Work instructions: A word-for-word copy of the entries, with images excluded, is the expected answer.

Top of Available records

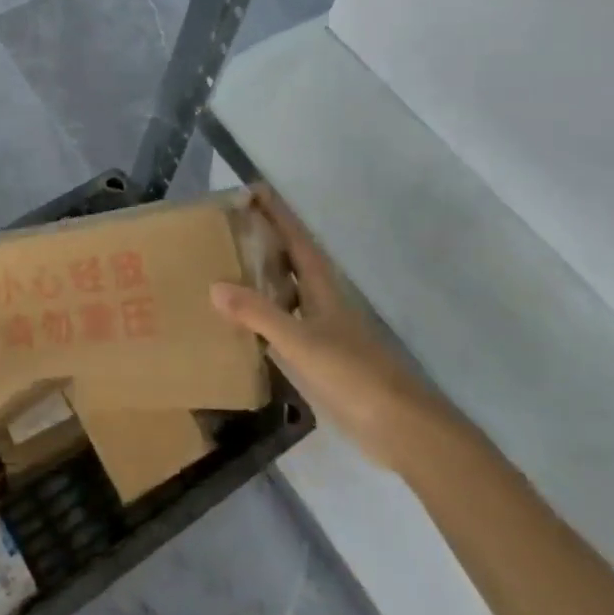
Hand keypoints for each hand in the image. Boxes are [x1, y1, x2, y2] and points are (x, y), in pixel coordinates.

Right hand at [210, 189, 443, 467]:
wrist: (399, 426)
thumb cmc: (352, 374)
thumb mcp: (300, 341)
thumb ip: (258, 314)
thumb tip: (214, 286)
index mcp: (322, 287)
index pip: (297, 238)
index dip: (277, 213)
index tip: (252, 189)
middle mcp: (322, 301)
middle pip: (292, 260)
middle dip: (265, 239)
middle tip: (228, 225)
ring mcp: (323, 329)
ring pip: (288, 290)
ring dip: (262, 275)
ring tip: (226, 265)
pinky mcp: (320, 356)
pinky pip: (284, 322)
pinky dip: (263, 314)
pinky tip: (242, 322)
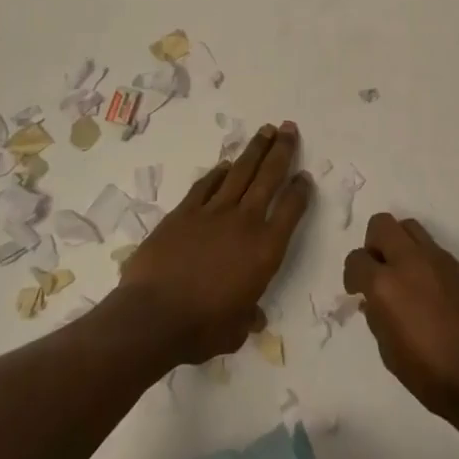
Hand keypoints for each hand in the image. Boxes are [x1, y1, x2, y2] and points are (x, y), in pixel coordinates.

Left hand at [114, 121, 311, 366]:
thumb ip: (248, 317)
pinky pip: (206, 185)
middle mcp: (245, 222)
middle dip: (282, 151)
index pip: (292, 209)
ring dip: (254, 150)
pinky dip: (217, 173)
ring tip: (266, 130)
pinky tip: (225, 164)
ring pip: (239, 172)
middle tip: (289, 127)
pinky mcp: (184, 212)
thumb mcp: (236, 330)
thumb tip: (252, 317)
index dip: (301, 190)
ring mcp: (212, 213)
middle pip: (268, 177)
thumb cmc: (201, 329)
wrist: (153, 317)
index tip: (305, 176)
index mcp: (266, 249)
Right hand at [344, 213, 458, 429]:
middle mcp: (410, 261)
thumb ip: (377, 316)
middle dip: (374, 244)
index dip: (353, 275)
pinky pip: (435, 250)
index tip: (358, 291)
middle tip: (379, 271)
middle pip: (382, 224)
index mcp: (385, 284)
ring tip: (405, 275)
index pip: (356, 259)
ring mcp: (439, 260)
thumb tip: (373, 300)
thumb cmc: (429, 374)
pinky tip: (432, 291)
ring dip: (400, 245)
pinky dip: (425, 261)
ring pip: (410, 227)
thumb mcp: (388, 351)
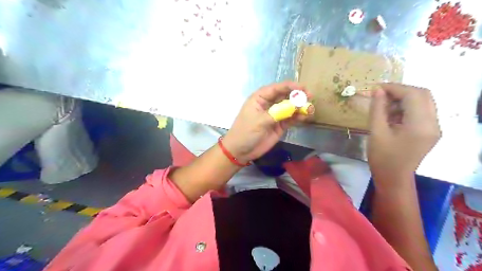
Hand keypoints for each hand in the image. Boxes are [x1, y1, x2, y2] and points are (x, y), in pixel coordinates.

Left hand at [222, 81, 312, 162]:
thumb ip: (277, 113)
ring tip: (310, 109)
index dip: (290, 86)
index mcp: (260, 98)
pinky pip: (290, 119)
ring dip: (300, 107)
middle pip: (285, 96)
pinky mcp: (279, 125)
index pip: (276, 88)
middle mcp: (268, 104)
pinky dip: (298, 117)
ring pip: (290, 107)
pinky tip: (304, 117)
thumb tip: (294, 106)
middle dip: (297, 96)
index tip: (302, 88)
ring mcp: (275, 115)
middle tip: (310, 97)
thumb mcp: (259, 121)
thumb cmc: (245, 132)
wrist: (240, 151)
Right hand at [369, 84, 439, 181]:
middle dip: (400, 91)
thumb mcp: (376, 132)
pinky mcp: (430, 131)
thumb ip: (378, 109)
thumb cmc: (382, 157)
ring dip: (403, 99)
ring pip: (423, 102)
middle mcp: (433, 123)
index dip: (394, 88)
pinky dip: (406, 108)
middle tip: (381, 95)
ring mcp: (434, 127)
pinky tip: (392, 115)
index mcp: (420, 125)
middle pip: (422, 95)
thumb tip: (378, 91)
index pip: (413, 95)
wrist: (393, 178)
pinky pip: (421, 111)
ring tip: (384, 106)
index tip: (376, 88)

Bottom of Available records

Exercise answer:
Hand keypoints for each hand in the image. Boxes are [x1, y1, x2, y2] and points are (x, y), in pixel coordinates.

Right hand at [210, 189, 443, 467]:
wrist: (399, 426)
thumb cmc: (352, 374)
thumb mcp: (300, 341)
thumb ip: (258, 314)
thumb tip: (214, 286)
index mcp: (322, 287)
index pip: (297, 238)
index dip: (277, 213)
index tip: (252, 189)
middle mcp: (322, 301)
middle pip: (292, 260)
middle dip: (265, 239)
middle tip: (228, 225)
ring mcp: (323, 329)
ring pip: (288, 290)
ring dip: (262, 275)
ring tip: (226, 265)
pinky mcp: (320, 356)
pinky pip: (284, 322)
pinky dip: (263, 314)
pinky tip: (242, 322)
Hand keypoints for each hand in the image. Boxes are [x1, y1, x2, y2] and points are (x, y), in pixel coordinates.

Left hand at [114, 121, 311, 366]:
thumb ip: (248, 317)
pinky pip: (206, 185)
middle mcp: (245, 222)
middle dip: (282, 151)
index pip: (292, 209)
ring dip: (254, 150)
pinky dip: (217, 173)
ring tip: (266, 130)
pinky tip: (225, 164)
ring pip: (239, 172)
middle tip: (289, 127)
pinky mcp: (184, 212)
thumb mcp: (236, 330)
thumb tip: (252, 317)
index dip: (301, 190)
ring mcp: (212, 213)
middle pip: (268, 177)
thumb cmc: (201, 329)
wrist: (153, 317)
index tip: (305, 176)
index mcp: (266, 249)
Right hand at [344, 213, 458, 429]:
middle mcp: (410, 261)
thumb ip: (377, 316)
middle dip: (374, 244)
index dip: (353, 275)
pinky pip: (435, 250)
index tip: (358, 291)
middle tip: (379, 271)
middle pip: (382, 224)
index mcp: (385, 284)
ring tip: (405, 275)
index pip: (356, 259)
ring mcp: (439, 260)
thumb tip: (373, 300)
thumb cmc: (429, 374)
pinky tip: (432, 291)
ring dip: (400, 245)
pinky dip: (425, 261)
ring pip: (410, 227)
thumb mcp: (388, 351)
Hand keypoints for each hand in the image. Boxes are [x1, y1, x2, y2] and points are (x, y), in pixel coordinates.

Left hand at [222, 81, 312, 162]:
thumb ip: (277, 113)
ring tip: (310, 109)
index dip: (290, 86)
index mcp: (260, 98)
pinky pip: (290, 119)
ring dip: (300, 107)
middle pip: (285, 96)
pinky mcp: (279, 125)
index pip: (276, 88)
middle mcp: (268, 104)
pinky dip: (298, 117)
ring pip: (290, 107)
pinky tip: (304, 117)
thumb tip: (294, 106)
middle dip: (297, 96)
index tip: (302, 88)
ring mcp: (275, 115)
middle tip: (310, 97)
thumb mcp: (259, 121)
thumb cmc: (245, 132)
wrist: (240, 151)
Right hand at [369, 84, 439, 181]:
middle dip: (400, 91)
thumb mcp: (376, 132)
pinky mcp: (430, 131)
thumb ip: (378, 109)
thumb cmc: (382, 157)
ring dip: (403, 99)
ring pip: (423, 102)
middle mcp: (433, 123)
index dip: (394, 88)
pinky dip: (406, 108)
middle tip: (381, 95)
ring mcp: (434, 127)
pinky tip: (392, 115)
index mcp: (420, 125)
middle pip: (422, 95)
thumb tip: (378, 91)
index pip: (413, 95)
wrist: (393, 178)
pinky pip: (421, 111)
ring tip: (384, 106)
index tip: (376, 88)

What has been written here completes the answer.